Your task:
Within the records below, find each line that holds the string "ImageSurface", then copy it.

Data:
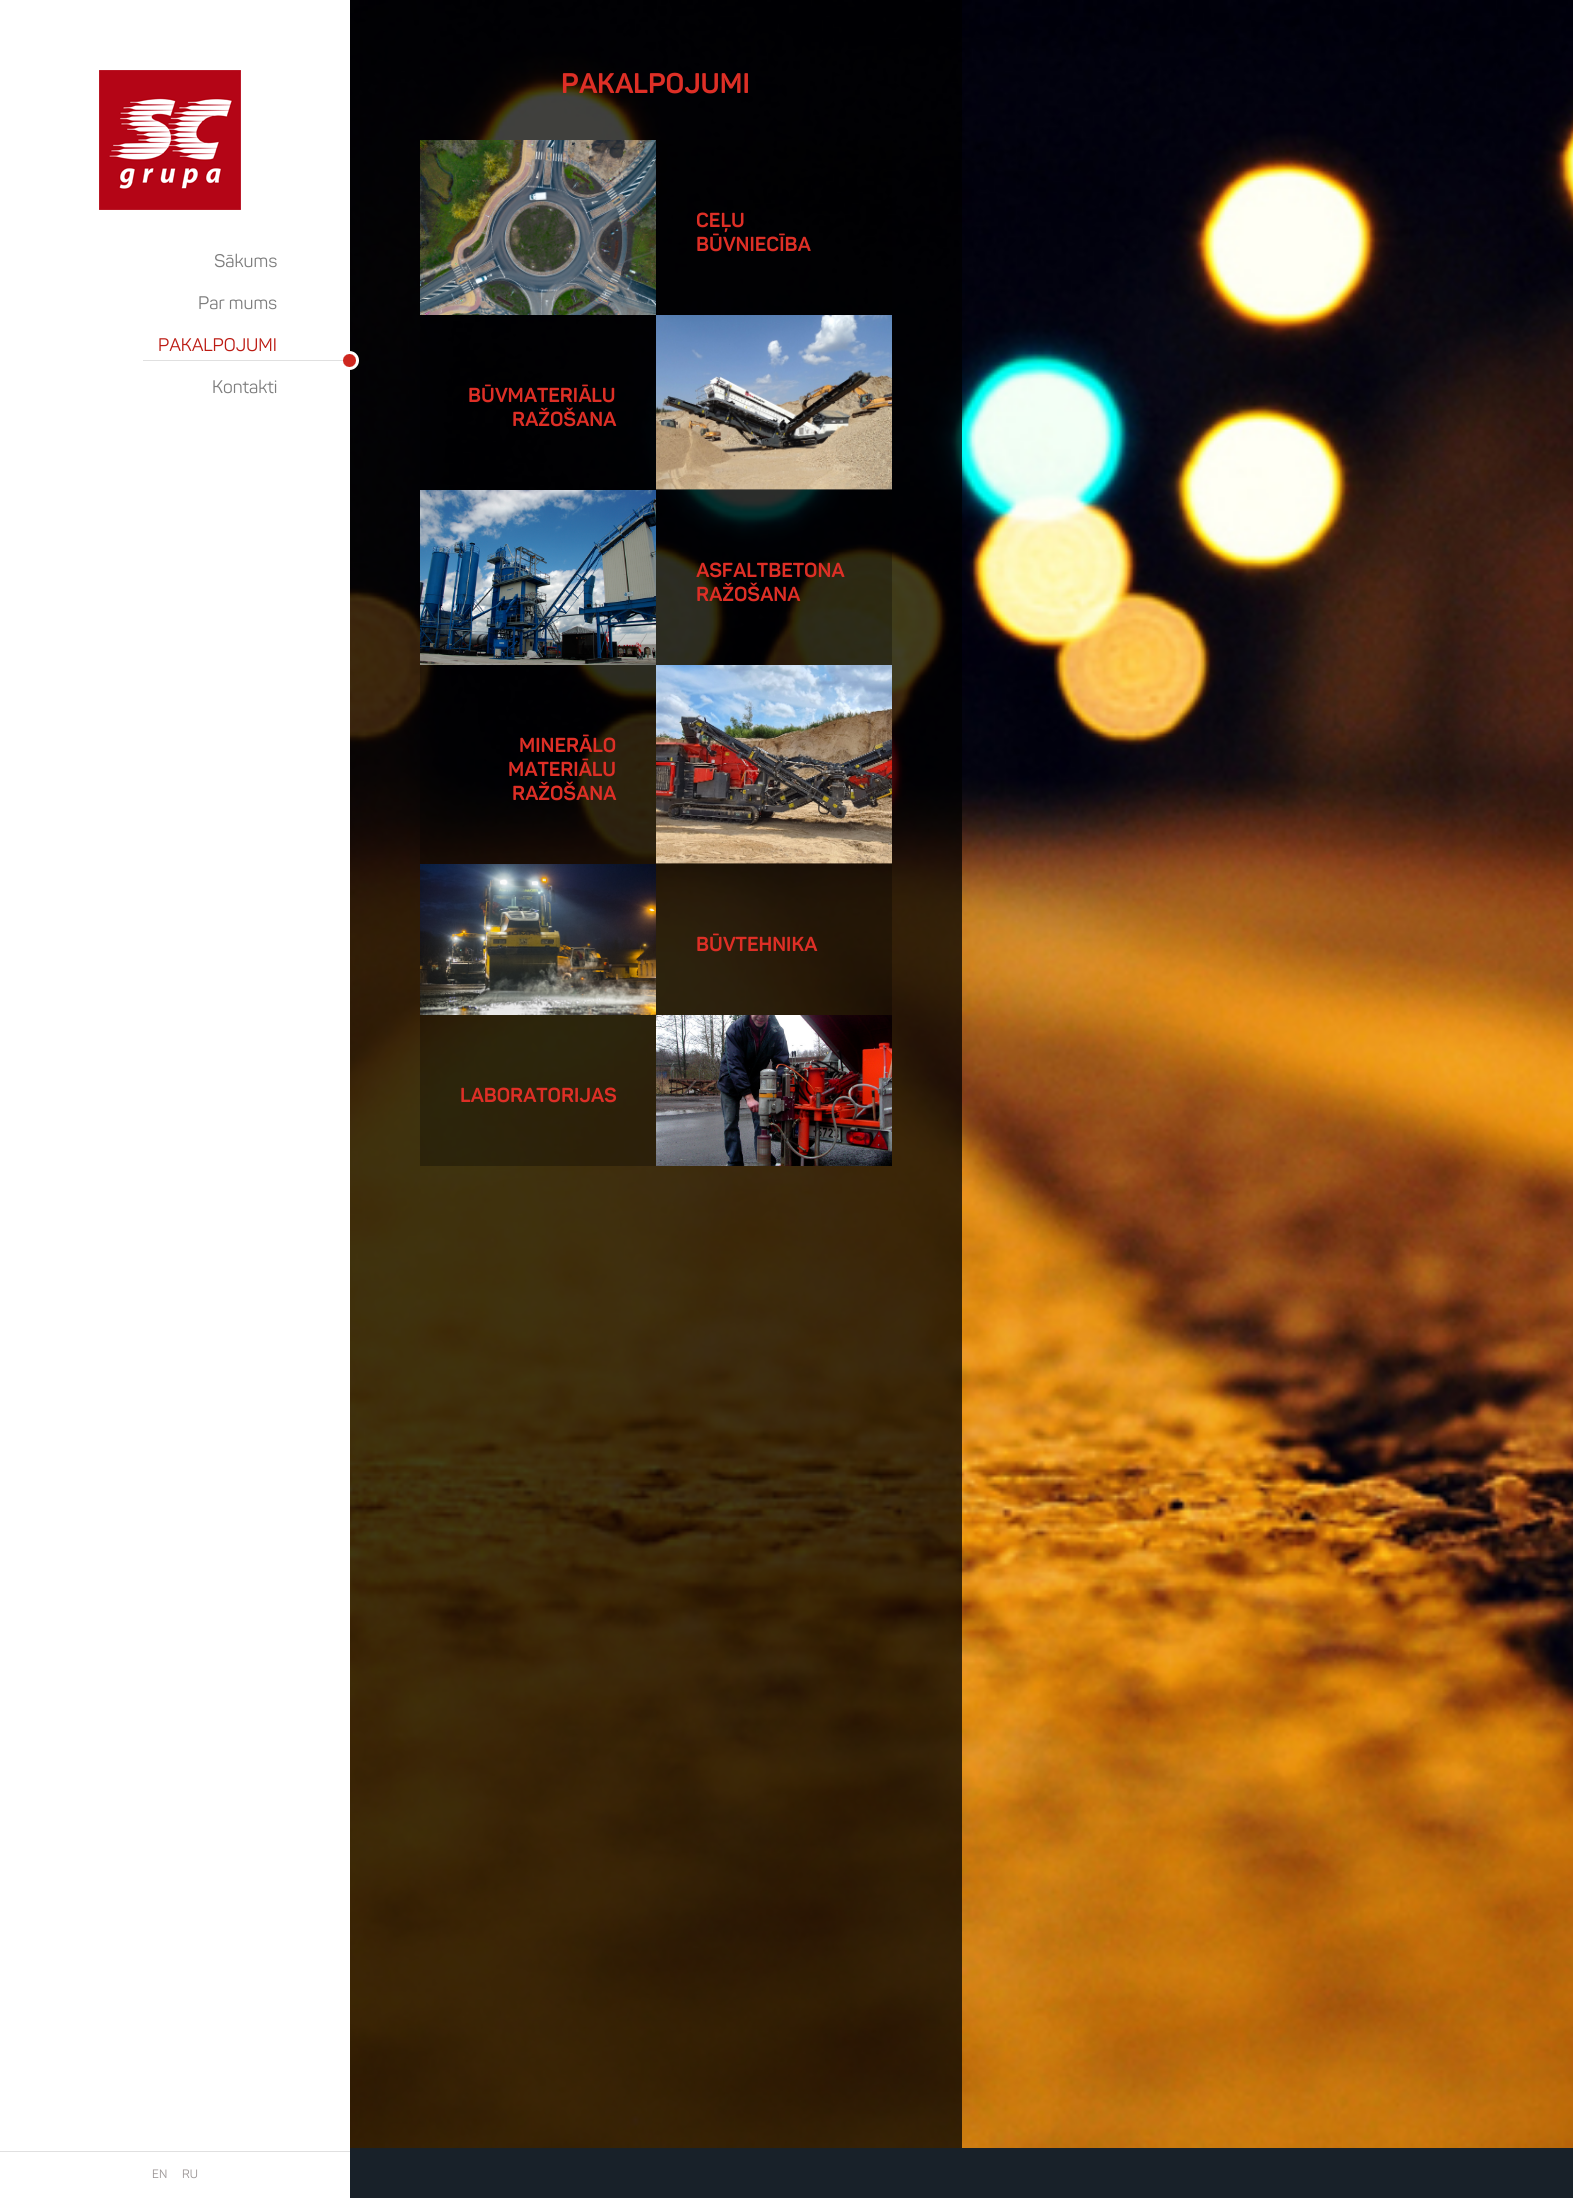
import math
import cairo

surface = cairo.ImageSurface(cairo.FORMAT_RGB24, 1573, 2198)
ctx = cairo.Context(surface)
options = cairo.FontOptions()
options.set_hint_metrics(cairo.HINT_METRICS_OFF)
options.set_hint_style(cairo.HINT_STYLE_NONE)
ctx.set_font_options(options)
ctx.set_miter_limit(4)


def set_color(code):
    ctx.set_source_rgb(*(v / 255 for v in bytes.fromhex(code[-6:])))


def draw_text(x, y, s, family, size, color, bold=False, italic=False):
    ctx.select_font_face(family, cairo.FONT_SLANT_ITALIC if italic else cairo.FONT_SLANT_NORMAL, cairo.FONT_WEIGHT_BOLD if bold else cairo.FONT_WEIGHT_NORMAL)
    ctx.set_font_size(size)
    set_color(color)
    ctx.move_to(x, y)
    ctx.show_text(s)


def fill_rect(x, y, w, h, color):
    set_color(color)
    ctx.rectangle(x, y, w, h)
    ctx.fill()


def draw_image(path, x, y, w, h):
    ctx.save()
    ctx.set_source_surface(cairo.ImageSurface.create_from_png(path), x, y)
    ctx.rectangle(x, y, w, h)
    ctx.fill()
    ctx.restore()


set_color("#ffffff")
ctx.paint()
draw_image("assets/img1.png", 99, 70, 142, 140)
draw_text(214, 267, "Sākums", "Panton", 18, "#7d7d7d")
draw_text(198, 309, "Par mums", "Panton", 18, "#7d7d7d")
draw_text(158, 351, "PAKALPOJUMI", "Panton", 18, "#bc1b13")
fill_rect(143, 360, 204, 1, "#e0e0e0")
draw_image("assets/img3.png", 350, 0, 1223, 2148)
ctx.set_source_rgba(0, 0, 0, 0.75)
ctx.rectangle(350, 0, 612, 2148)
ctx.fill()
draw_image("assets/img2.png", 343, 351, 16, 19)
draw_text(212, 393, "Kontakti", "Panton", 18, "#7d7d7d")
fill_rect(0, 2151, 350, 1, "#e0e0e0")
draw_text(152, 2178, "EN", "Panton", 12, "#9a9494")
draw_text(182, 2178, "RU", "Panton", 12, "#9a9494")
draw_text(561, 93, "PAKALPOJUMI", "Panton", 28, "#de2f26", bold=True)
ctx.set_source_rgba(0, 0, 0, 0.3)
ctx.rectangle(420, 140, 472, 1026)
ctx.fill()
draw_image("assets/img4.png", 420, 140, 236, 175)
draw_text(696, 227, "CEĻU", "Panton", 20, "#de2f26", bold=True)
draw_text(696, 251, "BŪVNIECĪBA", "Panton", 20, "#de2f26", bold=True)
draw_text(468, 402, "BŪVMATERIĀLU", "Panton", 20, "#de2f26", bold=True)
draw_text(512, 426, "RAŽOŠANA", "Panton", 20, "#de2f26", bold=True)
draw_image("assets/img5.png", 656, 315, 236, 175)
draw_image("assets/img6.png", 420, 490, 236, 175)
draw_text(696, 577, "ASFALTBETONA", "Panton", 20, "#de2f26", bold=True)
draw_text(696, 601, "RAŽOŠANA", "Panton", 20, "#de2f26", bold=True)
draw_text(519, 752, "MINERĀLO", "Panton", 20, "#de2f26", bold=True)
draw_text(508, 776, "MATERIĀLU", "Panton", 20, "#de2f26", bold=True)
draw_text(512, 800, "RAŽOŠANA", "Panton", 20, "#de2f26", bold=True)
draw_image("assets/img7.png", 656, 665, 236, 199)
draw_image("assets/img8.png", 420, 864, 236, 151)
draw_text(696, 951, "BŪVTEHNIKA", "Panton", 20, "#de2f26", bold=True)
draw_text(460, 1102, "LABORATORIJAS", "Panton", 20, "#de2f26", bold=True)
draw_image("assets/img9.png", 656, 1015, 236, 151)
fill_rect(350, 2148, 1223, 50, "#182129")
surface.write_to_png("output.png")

Answer below:
surface = cairo.ImageSurface(cairo.FORMAT_RGB24, 1573, 2198)
    ctx.set_source_surface(cairo.ImageSurface.create_from_png(path), x, y)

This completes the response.